I started reading Freire’s second chapter.
He speaks of “banking education”, where there is of deposit and reception of contents, which does not bring any form of creativity, transformation and change.
I saw my nephew’s transaction from good boy to good student. I wonder if he has the right to be a bad student and a good child or all possible combinations of creativity, transformation, and change in himself and his environment. At what age is a child allowed to say: this just doesn’t fit my vision of my future.
I remember that school had not particularly impressed me: life was more interesting for me. But only until the third grade (9-10 years old). After a bad grade (it seems to be a 4 on a scale of 10, marked with the red pen on the paper) I realized that something was wrong, that I had to account in the morning for what I was doing for the rest of my day.
I remember waiting for my mother to bring the food to the dog that was in the garden to show her my paper. I was curious to understand what that grade was for her, and how I had to interpret it. My mother, from her base of peripheral interest in the world of school, gave me a vague and neutral answer. But I remember my emotional state: for my mother this vote is neutral; for the school no, it looks to be of vital importance. So, my choice was between my mother (I need you to be a good girl and you go to the school) and the school vision (red notes for missing the restitution of the content). So it was my responsibility to choose one system value: I decide to stick to the school vision system because I need to go there in the morning.
At that moment I became a student. I never bored again my mother with my notes.

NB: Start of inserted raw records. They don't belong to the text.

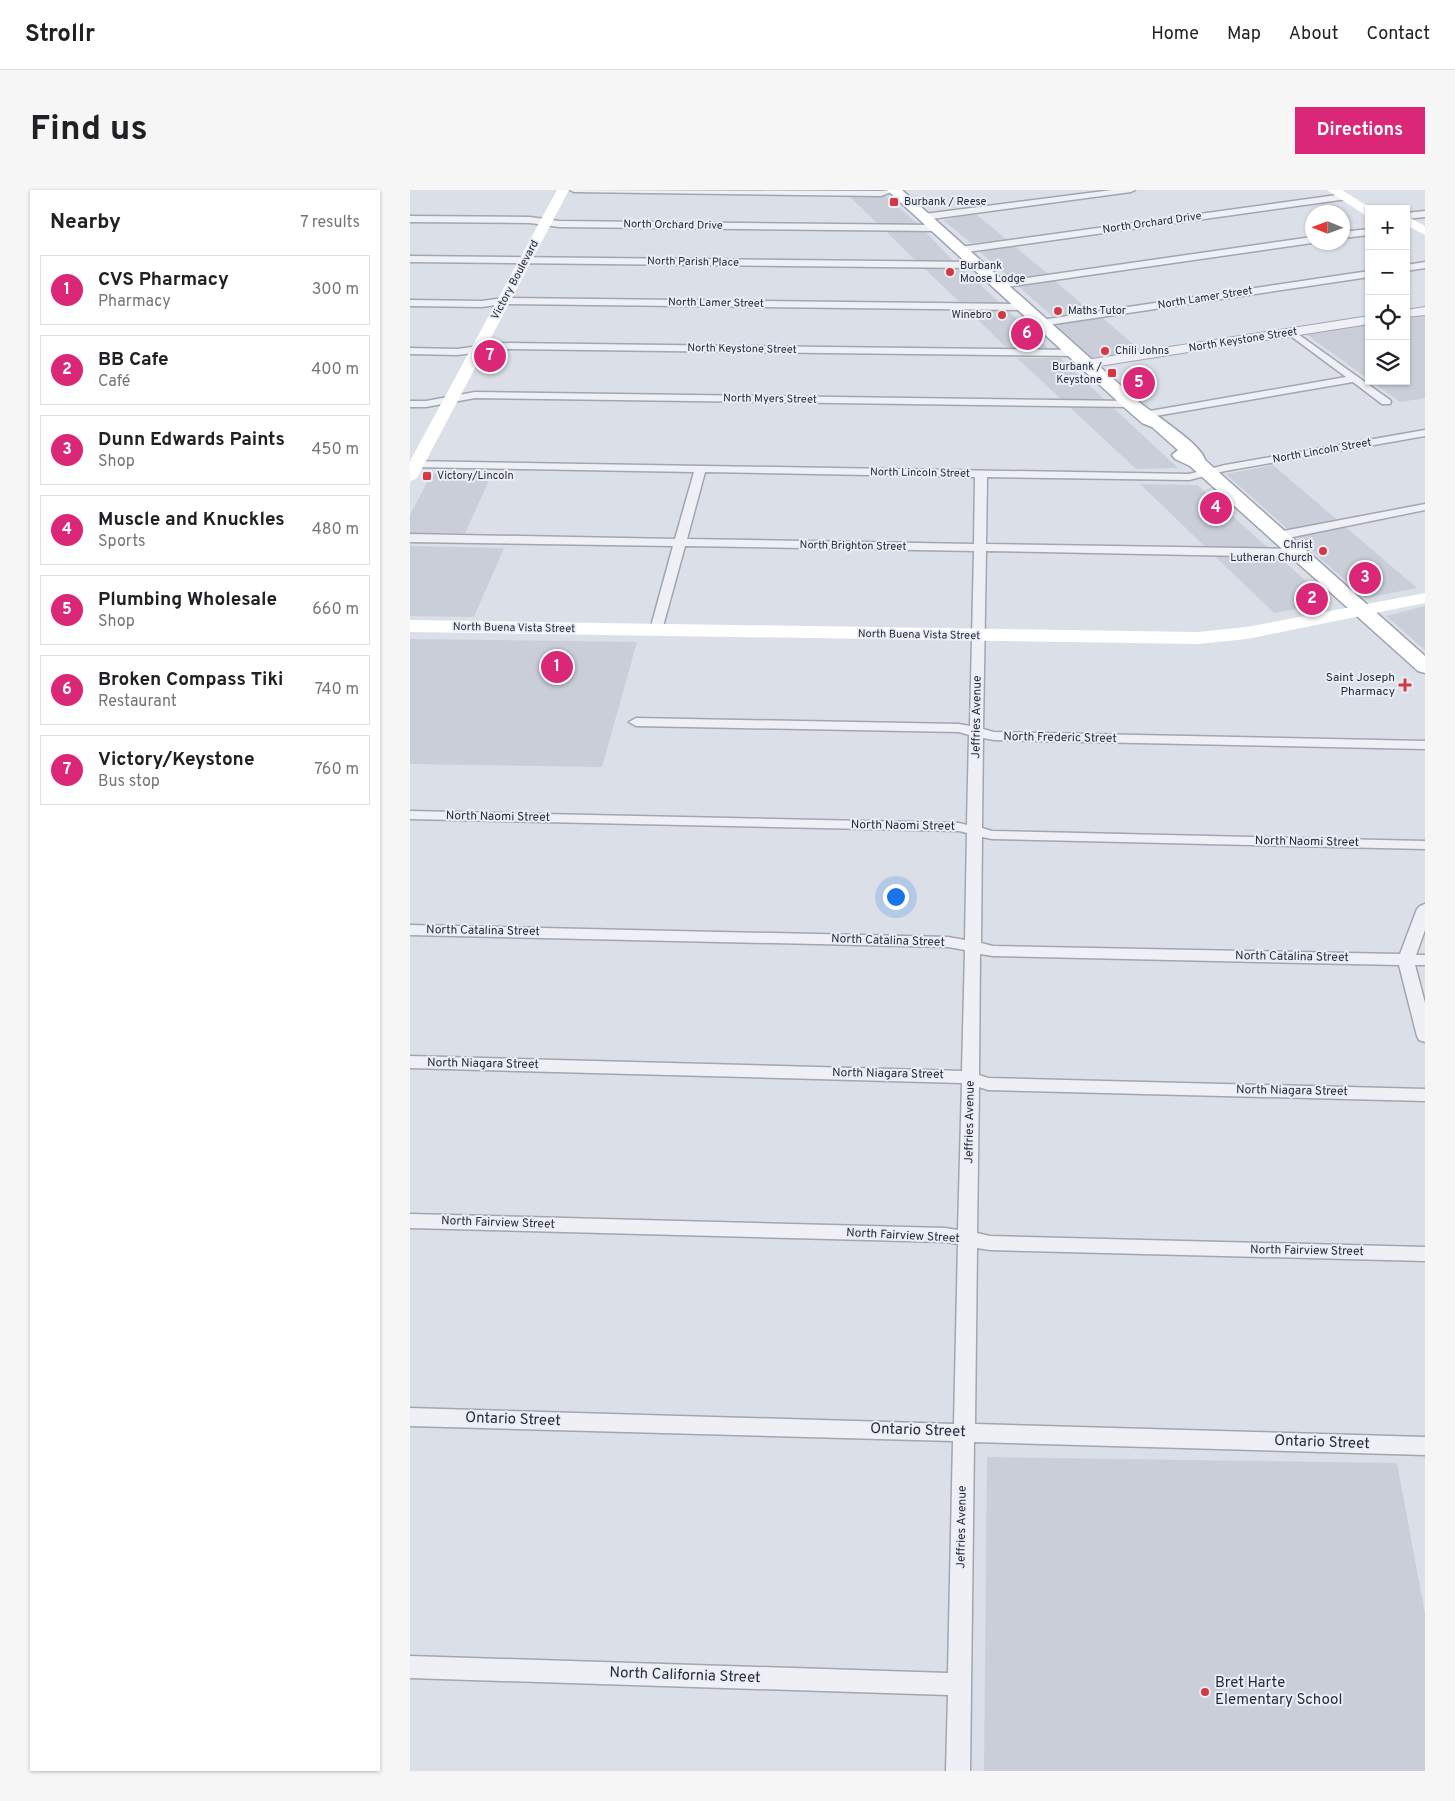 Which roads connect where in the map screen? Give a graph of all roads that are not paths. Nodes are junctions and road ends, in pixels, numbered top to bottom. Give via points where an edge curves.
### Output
1 (562, 190) edge
2 (574, 190) edge
3 (893, 190) edge
4 (1131, 190) edge
5 (1332, 190) edge
6 (1356, 190) edge
7 (1344, 197) junction
8 (1380, 204) dead end
9 (1365, 210) edge
10 (1425, 214) edge
11 (924, 217) junction
12 (1410, 217) edge
13 (410, 219) edge
14 (1410, 221) edge
15 (545, 222) junction
16 (936, 228) junction
17 (1425, 231) edge
18 (1365, 233) edge
19 (1350, 235) edge
20 (1305, 241) edge
21 (960, 250) junction
22 (410, 259) edge
23 (525, 260) junction
24 (976, 265) junction
25 (1425, 265) edge
26 (1410, 267) edge
27 (1365, 275) edge
28 (998, 285) junction
29 (503, 300) junction
30 (410, 303) edge
31 (1023, 307) junction
32 (1425, 311) edge
33 (1410, 313) edge
34 (1365, 321) edge
35 (1041, 323) junction
36 (1291, 332) junction
37 (478, 348) junction
38 (410, 351) edge
39 (1081, 359) junction
40 (1355, 379) junction
41 (450, 400) junction
42 (1386, 402) dead end
43 (410, 404) edge
44 (1141, 413) junction
45 (1425, 433) edge
46 (1201, 467) junction
47 (412, 468) edge
48 (700, 470) junction
49 (981, 473) junction
50 (1425, 507) edge
51 (1278, 536) junction
52 (410, 538) edge
53 (679, 543) junction
54 (980, 548) junction
55 (1296, 553) junction
56 (1425, 598) edge
57 (1360, 610) junction
58 (410, 626) edge
59 (656, 630) junction
60 (979, 636) junction
61 (1425, 668) edge
62 (636, 722) dead end
63 (976, 732) junction
64 (1425, 745) edge
65 (410, 815) edge
66 (975, 831) junction
67 (1425, 844) edge
68 (1425, 909) edge
69 (410, 930) edge
70 (973, 947) junction
71 (1406, 960) junction
72 (1425, 960) edge
73 (1425, 1036) edge
74 (410, 1062) edge
75 (971, 1079) junction
76 (1425, 1095) edge
77 (410, 1221) edge
78 (968, 1239) junction
79 (1425, 1254) edge
80 (410, 1417) edge
81 (964, 1432) junction
82 (1425, 1446) edge
83 (410, 1667) edge
84 (960, 1684) junction
85 (958, 1771) edge

1 - 15 main road, Victory Boulevard
2 - 3 street via 881,194
3 - 11 main road
4 - 11 street
5 - 7 main road
6 - 8 main road
7 - 9 main road
7 - 21 street, North Orchard Drive
10 - 12 street
11 - 16 main road
13 - 15 street, North Orchard Drive
14 - 17 main road
15 - 16 street, North Orchard Drive
15 - 23 main road, Victory Boulevard
16 - 21 main road
18 - 19 street
20 - 28 street
21 - 24 main road
22 - 23 street, North Parish Place
23 - 24 street, North Parish Place
23 - 29 main road, Victory Boulevard
24 - 28 main road
25 - 26 street
27 - 35 street, North Lamer Street
28 - 31 main road
29 - 30 street, North Lamer Street via 482,304
29 - 31 street, North Lamer Street
29 - 37 main road, Victory Boulevard
31 - 35 main road
32 - 33 street
34 - 36 street, North Keystone Street
35 - 39 main road
36 - 39 street, North Keystone Street
36 - 40 street
37 - 38 street, North Keystone Street via 458,352
37 - 39 street, North Keystone Street
37 - 41 main road, Victory Boulevard
39 - 44 main road
40 - 42 street
40 - 44 street, North Myers Street
41 - 43 street, North Myers Street
41 - 44 street, North Myers Street via 475,394
41 - 47 main road, Victory Boulevard
44 - 46 main road via 1148,425 1185,458
45 - 46 street, North Lincoln Street
46 - 49 street, North Lincoln Street via 1189,477
46 - 51 main road
47 - 48 street, North Lincoln Street
48 - 49 street, North Lincoln Street
48 - 53 street
49 - 54 street, Jeffries Avenue
50 - 51 street
51 - 55 main road
52 - 53 street, North Brighton Street
53 - 54 street, North Brighton Street
53 - 59 street
54 - 55 street, North Brighton Street
54 - 60 street, Jeffries Avenue
55 - 57 main road
56 - 57 main road, North Buena Vista Street
57 - 60 main road, North Buena Vista Street via 1216,637
57 - 61 main road
58 - 59 main road, North Buena Vista Street
59 - 60 main road, North Buena Vista Street
60 - 63 street, Jeffries Avenue
62 - 63 street, North Frederic Street via 959,728
63 - 64 street, North Frederic Street via 994,736
63 - 66 street, Jeffries Avenue
65 - 66 street, North Naomi Street via 959,827
66 - 67 street, North Naomi Street via 992,835
66 - 70 street, Jeffries Avenue
68 - 71 street
69 - 70 street, North Catalina Street via 948,942
70 - 71 street, North Catalina Street via 993,951
70 - 75 street, Jeffries Avenue
71 - 72 street, North Catalina Street
71 - 73 street
74 - 75 street, North Niagara Street via 959,1076
75 - 76 street, North Niagara Street via 988,1084
75 - 78 street, Jeffries Avenue
77 - 78 street, North Fairview Street via 945,1235
78 - 79 street, North Fairview Street via 990,1243
78 - 81 street, Jeffries Avenue
80 - 81 street, Ontario Street
81 - 82 street, Ontario Street
81 - 84 street, Jeffries Avenue
83 - 84 street, North California Street
84 - 85 street, Jeffries Avenue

All were “green” just to let me continue to attend all my morning lessons.
“The educator who projects ignorance camps on its fixed, invariable positions. He/She will always be the one or the one who knows, while the students will remain those and those who don’t know. This rigidity denies education
and knowledge as a research process” (p. 68 French edition).
I have never questioned my right to my opinion in the school system. No one has ever asked me for my opinion. Even today I find it difficult to legitimize the expression of my opinion. I think it is a retraction of passivity that becomes a bodily, mental, and existential habitus. A passivity to be shaken off. As Freire says, we must act in the fullness of our actions and not wait to become one after the fight. The game is in our hands.
The question of authority challenges me a lot today as an educator: how much space should I give to students; how they realize their right to information and access to information; how to be transformative in my action toward them without imposing my values and my vision. The main questions are: how much are they and I aware of what is happening now in the classroom? How free and conscious are we during our teaching and learning activities?
“raison d’être de l’éducation libératrice se situe dans son élan initial de conciliation. C’est pourquoi ce type d’éducation implique le dépassement de la contradiction éducateur·rice/élèves afin qu’iels deviennent tous et toutes, simultanément, éducateur·rices et élèves (…) Un savoir qui n’est plus fait d’«expérience vécue», mais d’expérience narrée ou transmise. (…). Plus on leur impose la passivité, plus ils et elles ont tendance à s’adapter naïvement au monde, à la réalité partielle inculquée par les dépôts reçus, au lieu de la transformer.” (p. 71).